* [What you will do]:
For each line below, return an exact copy.

'''

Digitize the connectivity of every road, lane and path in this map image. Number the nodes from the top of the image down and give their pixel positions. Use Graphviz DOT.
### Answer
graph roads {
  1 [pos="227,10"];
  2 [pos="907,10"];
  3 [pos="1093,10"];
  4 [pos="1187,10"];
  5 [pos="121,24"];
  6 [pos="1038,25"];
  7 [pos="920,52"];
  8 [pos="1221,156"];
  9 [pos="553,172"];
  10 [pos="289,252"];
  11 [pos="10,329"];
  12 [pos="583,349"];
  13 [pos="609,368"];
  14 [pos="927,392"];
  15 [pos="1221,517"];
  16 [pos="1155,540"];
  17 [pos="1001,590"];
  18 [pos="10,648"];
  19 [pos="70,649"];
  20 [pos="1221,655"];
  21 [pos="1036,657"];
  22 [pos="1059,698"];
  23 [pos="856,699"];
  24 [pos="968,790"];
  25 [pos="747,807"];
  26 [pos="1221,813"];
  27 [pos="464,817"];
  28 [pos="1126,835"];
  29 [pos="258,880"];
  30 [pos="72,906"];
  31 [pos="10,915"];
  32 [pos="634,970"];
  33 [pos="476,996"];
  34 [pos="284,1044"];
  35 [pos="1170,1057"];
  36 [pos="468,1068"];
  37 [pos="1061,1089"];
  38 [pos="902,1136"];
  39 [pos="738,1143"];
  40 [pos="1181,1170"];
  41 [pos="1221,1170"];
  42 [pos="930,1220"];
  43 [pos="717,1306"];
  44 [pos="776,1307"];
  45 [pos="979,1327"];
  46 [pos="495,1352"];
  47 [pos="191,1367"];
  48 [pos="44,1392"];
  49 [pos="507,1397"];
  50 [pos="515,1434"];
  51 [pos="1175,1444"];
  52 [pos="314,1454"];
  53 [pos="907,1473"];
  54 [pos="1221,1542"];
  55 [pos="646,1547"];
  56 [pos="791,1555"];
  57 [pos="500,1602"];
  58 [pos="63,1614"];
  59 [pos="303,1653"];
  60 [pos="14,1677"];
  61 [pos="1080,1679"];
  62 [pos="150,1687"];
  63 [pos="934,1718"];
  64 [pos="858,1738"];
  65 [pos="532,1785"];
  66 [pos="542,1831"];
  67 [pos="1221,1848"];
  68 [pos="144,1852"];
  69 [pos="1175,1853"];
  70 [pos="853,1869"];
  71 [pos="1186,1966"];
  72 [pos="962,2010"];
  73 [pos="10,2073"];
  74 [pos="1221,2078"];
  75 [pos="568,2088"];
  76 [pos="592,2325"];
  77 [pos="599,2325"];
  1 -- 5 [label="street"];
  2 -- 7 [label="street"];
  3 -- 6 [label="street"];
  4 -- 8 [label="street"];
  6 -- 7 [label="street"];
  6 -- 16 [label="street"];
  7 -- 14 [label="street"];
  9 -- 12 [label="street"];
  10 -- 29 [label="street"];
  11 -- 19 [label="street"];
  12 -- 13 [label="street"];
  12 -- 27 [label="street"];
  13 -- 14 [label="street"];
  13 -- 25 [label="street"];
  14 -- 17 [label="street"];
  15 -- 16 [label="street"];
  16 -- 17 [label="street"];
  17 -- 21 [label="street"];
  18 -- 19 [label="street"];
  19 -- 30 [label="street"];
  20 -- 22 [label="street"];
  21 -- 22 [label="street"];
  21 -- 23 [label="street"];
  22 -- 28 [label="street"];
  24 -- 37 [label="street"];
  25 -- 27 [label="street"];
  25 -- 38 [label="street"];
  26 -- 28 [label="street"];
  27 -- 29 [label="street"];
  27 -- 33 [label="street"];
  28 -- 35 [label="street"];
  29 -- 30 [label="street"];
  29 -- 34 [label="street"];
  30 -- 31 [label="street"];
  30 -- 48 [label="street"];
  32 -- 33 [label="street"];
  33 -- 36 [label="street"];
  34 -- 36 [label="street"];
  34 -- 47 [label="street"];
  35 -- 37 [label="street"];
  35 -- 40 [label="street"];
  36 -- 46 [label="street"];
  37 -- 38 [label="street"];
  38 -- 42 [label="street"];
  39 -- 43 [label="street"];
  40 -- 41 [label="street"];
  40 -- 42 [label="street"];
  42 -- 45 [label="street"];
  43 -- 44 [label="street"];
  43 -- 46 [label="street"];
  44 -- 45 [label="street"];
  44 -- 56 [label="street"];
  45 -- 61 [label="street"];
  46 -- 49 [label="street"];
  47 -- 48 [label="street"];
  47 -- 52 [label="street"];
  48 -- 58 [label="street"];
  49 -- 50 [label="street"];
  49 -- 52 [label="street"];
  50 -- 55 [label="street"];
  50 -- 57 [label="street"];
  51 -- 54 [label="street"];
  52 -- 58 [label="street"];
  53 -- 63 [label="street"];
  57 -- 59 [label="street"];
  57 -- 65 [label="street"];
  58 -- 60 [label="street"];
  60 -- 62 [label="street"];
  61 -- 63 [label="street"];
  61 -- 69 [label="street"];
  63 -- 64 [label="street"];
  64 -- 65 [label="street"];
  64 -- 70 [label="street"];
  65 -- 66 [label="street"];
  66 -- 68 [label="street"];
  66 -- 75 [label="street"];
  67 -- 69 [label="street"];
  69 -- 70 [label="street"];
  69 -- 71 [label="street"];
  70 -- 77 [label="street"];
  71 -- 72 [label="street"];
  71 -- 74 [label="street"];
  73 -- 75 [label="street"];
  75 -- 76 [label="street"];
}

'''

* [Task response]:
Digitize the connectivity of every road, lane and path in this map image. Number the nodes from the top of the image down and give their pixel positions. Use Graphviz DOT.
### Answer
graph roads {
  1 [pos="227,10"];
  2 [pos="907,10"];
  3 [pos="1093,10"];
  4 [pos="1187,10"];
  5 [pos="121,24"];
  6 [pos="1038,25"];
  7 [pos="920,52"];
  8 [pos="1221,156"];
  9 [pos="553,172"];
  10 [pos="289,252"];
  11 [pos="10,329"];
  12 [pos="583,349"];
  13 [pos="609,368"];
  14 [pos="927,392"];
  15 [pos="1221,517"];
  16 [pos="1155,540"];
  17 [pos="1001,590"];
  18 [pos="10,648"];
  19 [pos="70,649"];
  20 [pos="1221,655"];
  21 [pos="1036,657"];
  22 [pos="1059,698"];
  23 [pos="856,699"];
  24 [pos="968,790"];
  25 [pos="747,807"];
  26 [pos="1221,813"];
  27 [pos="464,817"];
  28 [pos="1126,835"];
  29 [pos="258,880"];
  30 [pos="72,906"];
  31 [pos="10,915"];
  32 [pos="634,970"];
  33 [pos="476,996"];
  34 [pos="284,1044"];
  35 [pos="1170,1057"];
  36 [pos="468,1068"];
  37 [pos="1061,1089"];
  38 [pos="902,1136"];
  39 [pos="738,1143"];
  40 [pos="1181,1170"];
  41 [pos="1221,1170"];
  42 [pos="930,1220"];
  43 [pos="717,1306"];
  44 [pos="776,1307"];
  45 [pos="979,1327"];
  46 [pos="495,1352"];
  47 [pos="191,1367"];
  48 [pos="44,1392"];
  49 [pos="507,1397"];
  50 [pos="515,1434"];
  51 [pos="1175,1444"];
  52 [pos="314,1454"];
  53 [pos="907,1473"];
  54 [pos="1221,1542"];
  55 [pos="646,1547"];
  56 [pos="791,1555"];
  57 [pos="500,1602"];
  58 [pos="63,1614"];
  59 [pos="303,1653"];
  60 [pos="14,1677"];
  61 [pos="1080,1679"];
  62 [pos="150,1687"];
  63 [pos="934,1718"];
  64 [pos="858,1738"];
  65 [pos="532,1785"];
  66 [pos="542,1831"];
  67 [pos="1221,1848"];
  68 [pos="144,1852"];
  69 [pos="1175,1853"];
  70 [pos="853,1869"];
  71 [pos="1186,1966"];
  72 [pos="962,2010"];
  73 [pos="10,2073"];
  74 [pos="1221,2078"];
  75 [pos="568,2088"];
  76 [pos="592,2325"];
  77 [pos="599,2325"];
  1 -- 5 [label="street"];
  2 -- 7 [label="street"];
  3 -- 6 [label="street"];
  4 -- 8 [label="street"];
  6 -- 7 [label="street"];
  6 -- 16 [label="street"];
  7 -- 14 [label="street"];
  9 -- 12 [label="street"];
  10 -- 29 [label="street"];
  11 -- 19 [label="street"];
  12 -- 13 [label="street"];
  12 -- 27 [label="street"];
  13 -- 14 [label="street"];
  13 -- 25 [label="street"];
  14 -- 17 [label="street"];
  15 -- 16 [label="street"];
  16 -- 17 [label="street"];
  17 -- 21 [label="street"];
  18 -- 19 [label="street"];
  19 -- 30 [label="street"];
  20 -- 22 [label="street"];
  21 -- 22 [label="street"];
  21 -- 23 [label="street"];
  22 -- 28 [label="street"];
  24 -- 37 [label="street"];
  25 -- 27 [label="street"];
  25 -- 38 [label="street"];
  26 -- 28 [label="street"];
  27 -- 29 [label="street"];
  27 -- 33 [label="street"];
  28 -- 35 [label="street"];
  29 -- 30 [label="street"];
  29 -- 34 [label="street"];
  30 -- 31 [label="street"];
  30 -- 48 [label="street"];
  32 -- 33 [label="street"];
  33 -- 36 [label="street"];
  34 -- 36 [label="street"];
  34 -- 47 [label="street"];
  35 -- 37 [label="street"];
  35 -- 40 [label="street"];
  36 -- 46 [label="street"];
  37 -- 38 [label="street"];
  38 -- 42 [label="street"];
  39 -- 43 [label="street"];
  40 -- 41 [label="street"];
  40 -- 42 [label="street"];
  42 -- 45 [label="street"];
  43 -- 44 [label="street"];
  43 -- 46 [label="street"];
  44 -- 45 [label="street"];
  44 -- 56 [label="street"];
  45 -- 61 [label="street"];
  46 -- 49 [label="street"];
  47 -- 48 [label="street"];
  47 -- 52 [label="street"];
  48 -- 58 [label="street"];
  49 -- 50 [label="street"];
  49 -- 52 [label="street"];
  50 -- 55 [label="street"];
  50 -- 57 [label="street"];
  51 -- 54 [label="street"];
  52 -- 58 [label="street"];
  53 -- 63 [label="street"];
  57 -- 59 [label="street"];
  57 -- 65 [label="street"];
  58 -- 60 [label="street"];
  60 -- 62 [label="street"];
  61 -- 63 [label="street"];
  61 -- 69 [label="street"];
  63 -- 64 [label="street"];
  64 -- 65 [label="street"];
  64 -- 70 [label="street"];
  65 -- 66 [label="street"];
  66 -- 68 [label="street"];
  66 -- 75 [label="street"];
  67 -- 69 [label="street"];
  69 -- 70 [label="street"];
  69 -- 71 [label="street"];
  70 -- 77 [label="street"];
  71 -- 72 [label="street"];
  71 -- 74 [label="street"];
  73 -- 75 [label="street"];
  75 -- 76 [label="street"];
}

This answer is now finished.